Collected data
================================

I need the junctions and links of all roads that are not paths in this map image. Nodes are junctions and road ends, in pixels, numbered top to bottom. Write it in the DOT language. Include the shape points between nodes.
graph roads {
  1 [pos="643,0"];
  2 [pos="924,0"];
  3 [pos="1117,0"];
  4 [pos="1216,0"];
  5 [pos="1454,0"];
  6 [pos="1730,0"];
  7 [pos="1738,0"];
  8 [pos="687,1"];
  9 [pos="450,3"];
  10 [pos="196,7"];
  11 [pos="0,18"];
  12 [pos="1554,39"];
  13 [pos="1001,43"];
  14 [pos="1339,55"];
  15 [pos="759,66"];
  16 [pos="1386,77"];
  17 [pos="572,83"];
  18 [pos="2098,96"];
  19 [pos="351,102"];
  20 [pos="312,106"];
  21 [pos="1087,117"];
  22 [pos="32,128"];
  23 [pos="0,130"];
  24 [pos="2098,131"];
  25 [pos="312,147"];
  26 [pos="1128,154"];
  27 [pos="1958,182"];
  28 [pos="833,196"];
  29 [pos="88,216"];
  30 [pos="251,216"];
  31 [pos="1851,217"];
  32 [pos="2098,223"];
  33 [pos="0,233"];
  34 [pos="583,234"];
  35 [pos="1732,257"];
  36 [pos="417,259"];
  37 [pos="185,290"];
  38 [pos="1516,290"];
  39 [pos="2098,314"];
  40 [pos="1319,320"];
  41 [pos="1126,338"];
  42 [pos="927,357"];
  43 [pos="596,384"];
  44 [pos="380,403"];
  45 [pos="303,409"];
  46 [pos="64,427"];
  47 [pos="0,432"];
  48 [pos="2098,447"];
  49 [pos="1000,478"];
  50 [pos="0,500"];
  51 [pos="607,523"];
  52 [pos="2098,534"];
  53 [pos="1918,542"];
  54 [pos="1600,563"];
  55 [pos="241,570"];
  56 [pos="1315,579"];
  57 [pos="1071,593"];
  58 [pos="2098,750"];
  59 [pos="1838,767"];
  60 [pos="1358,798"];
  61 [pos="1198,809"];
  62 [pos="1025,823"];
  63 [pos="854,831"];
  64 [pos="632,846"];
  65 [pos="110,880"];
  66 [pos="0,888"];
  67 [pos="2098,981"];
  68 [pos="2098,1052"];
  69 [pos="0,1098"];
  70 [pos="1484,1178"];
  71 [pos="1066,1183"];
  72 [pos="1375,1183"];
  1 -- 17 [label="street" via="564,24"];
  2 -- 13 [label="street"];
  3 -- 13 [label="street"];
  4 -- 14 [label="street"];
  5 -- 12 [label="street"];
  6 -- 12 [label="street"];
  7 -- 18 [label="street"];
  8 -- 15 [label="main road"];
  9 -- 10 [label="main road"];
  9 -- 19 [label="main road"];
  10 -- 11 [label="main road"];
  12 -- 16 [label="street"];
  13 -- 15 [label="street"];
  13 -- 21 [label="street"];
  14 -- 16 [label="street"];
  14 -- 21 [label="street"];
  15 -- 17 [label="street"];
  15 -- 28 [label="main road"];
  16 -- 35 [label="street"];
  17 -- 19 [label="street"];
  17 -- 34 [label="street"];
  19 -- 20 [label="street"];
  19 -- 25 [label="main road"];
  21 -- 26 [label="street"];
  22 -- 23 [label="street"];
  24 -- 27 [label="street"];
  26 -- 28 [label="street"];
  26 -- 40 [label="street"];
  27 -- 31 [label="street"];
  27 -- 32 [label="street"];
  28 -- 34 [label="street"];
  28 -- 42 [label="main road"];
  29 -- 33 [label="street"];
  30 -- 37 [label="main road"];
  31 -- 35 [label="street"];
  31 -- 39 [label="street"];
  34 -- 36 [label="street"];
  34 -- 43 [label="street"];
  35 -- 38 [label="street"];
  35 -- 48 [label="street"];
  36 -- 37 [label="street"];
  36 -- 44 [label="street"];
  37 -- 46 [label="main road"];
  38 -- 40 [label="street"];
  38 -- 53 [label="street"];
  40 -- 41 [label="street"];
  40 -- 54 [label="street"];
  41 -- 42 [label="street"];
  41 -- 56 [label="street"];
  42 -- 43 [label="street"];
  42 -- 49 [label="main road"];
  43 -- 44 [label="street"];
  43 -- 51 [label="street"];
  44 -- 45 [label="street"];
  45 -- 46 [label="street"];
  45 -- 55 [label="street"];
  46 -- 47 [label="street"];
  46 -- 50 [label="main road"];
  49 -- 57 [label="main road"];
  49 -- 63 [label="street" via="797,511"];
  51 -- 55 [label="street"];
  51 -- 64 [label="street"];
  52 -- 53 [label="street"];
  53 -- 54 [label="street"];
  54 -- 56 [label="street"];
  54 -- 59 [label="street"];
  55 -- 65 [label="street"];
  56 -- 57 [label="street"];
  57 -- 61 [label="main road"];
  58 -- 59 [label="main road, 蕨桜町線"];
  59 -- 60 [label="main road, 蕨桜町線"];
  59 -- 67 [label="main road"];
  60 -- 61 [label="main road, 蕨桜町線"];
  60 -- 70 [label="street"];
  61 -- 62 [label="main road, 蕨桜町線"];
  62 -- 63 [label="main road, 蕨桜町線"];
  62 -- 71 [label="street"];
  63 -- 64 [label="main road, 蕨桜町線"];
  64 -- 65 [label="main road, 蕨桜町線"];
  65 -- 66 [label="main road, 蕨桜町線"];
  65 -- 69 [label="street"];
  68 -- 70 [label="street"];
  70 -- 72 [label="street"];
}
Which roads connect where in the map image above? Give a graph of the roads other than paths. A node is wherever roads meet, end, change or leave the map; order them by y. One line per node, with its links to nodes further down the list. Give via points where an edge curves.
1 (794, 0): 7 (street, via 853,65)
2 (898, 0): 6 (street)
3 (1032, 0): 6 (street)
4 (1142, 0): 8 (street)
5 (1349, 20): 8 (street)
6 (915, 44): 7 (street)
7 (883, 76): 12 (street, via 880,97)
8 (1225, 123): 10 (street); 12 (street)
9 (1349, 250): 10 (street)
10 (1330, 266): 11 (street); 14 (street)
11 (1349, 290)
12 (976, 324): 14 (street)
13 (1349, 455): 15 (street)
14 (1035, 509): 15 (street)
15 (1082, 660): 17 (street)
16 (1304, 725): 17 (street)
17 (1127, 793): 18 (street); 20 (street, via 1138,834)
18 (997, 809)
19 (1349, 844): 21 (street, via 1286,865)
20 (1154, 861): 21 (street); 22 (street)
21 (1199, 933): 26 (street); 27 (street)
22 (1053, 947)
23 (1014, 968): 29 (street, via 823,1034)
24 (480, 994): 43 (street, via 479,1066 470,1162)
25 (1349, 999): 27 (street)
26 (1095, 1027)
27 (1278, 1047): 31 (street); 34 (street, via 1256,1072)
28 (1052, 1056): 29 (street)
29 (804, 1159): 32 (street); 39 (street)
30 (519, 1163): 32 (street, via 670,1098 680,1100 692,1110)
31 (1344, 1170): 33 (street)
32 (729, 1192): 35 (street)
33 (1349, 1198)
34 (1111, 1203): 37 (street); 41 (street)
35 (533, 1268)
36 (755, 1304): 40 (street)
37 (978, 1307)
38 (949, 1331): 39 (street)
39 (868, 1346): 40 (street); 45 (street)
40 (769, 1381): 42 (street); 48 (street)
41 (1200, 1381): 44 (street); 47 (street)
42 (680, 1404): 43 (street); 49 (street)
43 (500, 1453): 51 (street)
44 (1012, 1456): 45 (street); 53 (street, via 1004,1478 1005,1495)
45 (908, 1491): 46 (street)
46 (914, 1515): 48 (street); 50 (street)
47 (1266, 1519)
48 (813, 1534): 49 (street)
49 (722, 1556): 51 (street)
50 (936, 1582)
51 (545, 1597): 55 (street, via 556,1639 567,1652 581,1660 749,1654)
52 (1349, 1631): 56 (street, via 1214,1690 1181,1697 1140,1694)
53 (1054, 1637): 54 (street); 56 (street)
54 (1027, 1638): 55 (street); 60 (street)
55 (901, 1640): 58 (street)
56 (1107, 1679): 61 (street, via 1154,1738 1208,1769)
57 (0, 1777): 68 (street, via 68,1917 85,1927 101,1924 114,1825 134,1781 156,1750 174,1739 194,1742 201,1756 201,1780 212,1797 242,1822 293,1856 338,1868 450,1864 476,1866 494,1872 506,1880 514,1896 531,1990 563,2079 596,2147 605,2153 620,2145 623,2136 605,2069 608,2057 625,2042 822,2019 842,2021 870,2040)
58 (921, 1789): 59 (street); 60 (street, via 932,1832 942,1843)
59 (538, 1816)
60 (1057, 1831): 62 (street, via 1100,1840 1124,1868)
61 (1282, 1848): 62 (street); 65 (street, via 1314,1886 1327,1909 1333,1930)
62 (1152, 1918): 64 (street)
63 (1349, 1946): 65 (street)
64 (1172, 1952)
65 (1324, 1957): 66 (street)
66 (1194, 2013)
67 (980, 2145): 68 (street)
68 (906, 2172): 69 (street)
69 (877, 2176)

================================

● Requirement
Working through the records above, copy each line in which "蕨桜町線" is found.

● Problem solution
  58 -- 59 [label="main road, 蕨桜町線"];
  59 -- 60 [label="main road, 蕨桜町線"];
  60 -- 61 [label="main road, 蕨桜町線"];
  61 -- 62 [label="main road, 蕨桜町線"];
  62 -- 63 [label="main road, 蕨桜町線"];
  63 -- 64 [label="main road, 蕨桜町線"];
  64 -- 65 [label="main road, 蕨桜町線"];
  65 -- 66 [label="main road, 蕨桜町線"];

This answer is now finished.